“The Times Were A’Changing” is written by Betty S. Flowers, at UT student in the sixties. In 1979, she won the Amoco Teaching award and just four years later she received the Holloway Teaching award. In the late seventies and the early eighties, she served as an Associate Dean for Graduate Studies. She is also currently an Associate Professor of English as well as a member of the Texas Committee for the Humanities.
In “The Times Were A’Changing,” Flowers talks about her experience as a student during the Vietnam War. She described the campus as a mixture of the 50’s and the future. Which I think we can all relate to today because what starts here does changes the world.
At the beginning she informs us about how she was one of the few females in her Chemistry lab section and in one of her German classes. By being fearful enough to be one of the only females in her classes already made her a leader, but she did more than that for UT. By 1967 the protests against the Vietnam War began. Students and other individuals who did not belong to the university protested and chanted John Lennon’s song “Give Peace a Chance” (193). A peace movement had begun and everything changed. Many people referred to these protesting individuals as “dirty hippies,” (913) but before anyone knew it, most guys had grown out their hair and the girls had lose hair parted down the middle, including Betty S. Flowers.

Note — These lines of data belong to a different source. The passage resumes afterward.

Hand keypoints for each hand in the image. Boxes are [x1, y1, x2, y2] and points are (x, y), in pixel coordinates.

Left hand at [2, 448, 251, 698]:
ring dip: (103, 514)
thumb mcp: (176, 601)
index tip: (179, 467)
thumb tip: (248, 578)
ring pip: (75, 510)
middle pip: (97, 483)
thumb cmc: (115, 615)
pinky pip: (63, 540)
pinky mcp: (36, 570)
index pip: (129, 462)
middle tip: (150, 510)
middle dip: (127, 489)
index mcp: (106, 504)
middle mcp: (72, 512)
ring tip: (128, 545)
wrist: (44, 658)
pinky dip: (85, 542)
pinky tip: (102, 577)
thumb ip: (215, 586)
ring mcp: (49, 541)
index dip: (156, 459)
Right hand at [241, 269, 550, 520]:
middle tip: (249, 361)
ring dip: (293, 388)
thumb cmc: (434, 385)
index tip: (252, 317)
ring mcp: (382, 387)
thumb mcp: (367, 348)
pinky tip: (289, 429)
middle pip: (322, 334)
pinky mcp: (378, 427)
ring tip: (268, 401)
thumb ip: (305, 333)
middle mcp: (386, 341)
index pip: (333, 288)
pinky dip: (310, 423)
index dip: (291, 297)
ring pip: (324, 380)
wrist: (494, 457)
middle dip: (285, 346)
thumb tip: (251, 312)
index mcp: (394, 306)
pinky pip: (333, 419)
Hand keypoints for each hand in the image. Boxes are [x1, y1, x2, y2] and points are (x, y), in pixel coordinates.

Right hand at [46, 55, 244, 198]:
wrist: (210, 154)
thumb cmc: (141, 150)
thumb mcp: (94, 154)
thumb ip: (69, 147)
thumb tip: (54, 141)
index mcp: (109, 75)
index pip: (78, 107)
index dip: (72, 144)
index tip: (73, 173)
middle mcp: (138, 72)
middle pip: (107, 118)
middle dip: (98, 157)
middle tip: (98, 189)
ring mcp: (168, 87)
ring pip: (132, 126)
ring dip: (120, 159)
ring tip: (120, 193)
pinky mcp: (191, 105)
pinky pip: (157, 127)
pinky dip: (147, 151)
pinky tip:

I personally would have probably been part of that protesting crowd and I’d probably be found in the “peace rallies” (916) if I would have been alive in the late sixties, but I wasn’t privileged enough to be born yet. Flowers said that all this made people over thirty reject their hippie movement and many students weren’t allowed to go home until they cut their hair. So what many of them did was rent big houses with many students and lived their crazy life. According to Flowers, “the issues were black and white, and the people you met were either young, long-haired, and against the Vietnam War, or older, short-haired, and against the Vietnam War protestors" (916). The spring of 1970, over 2,000 people protested at the Capitol against the Vietnam War. At that time is was dangerous to be a hippie. “Make Love, Not War” (916) was a famous quote back then.
Flowers said that The University of Texas in the sixties was not simply a campus experience, but an introduction to the larger world, to issues of war and peace and courage and betrayal and the need to question the values inherited by authority” (916). I would definitely agree with flowers because besides the hard tests they had to deal with a nationwide issue, but no matter what, they did what they believed was right. The University of Texas was where Flowers grew as a student and as a human being. Later she wrote many articles, poems and even a book on Browning. She is an one of the many “children of the sixties” (916) who followed their beliefs, but changed the world somehow.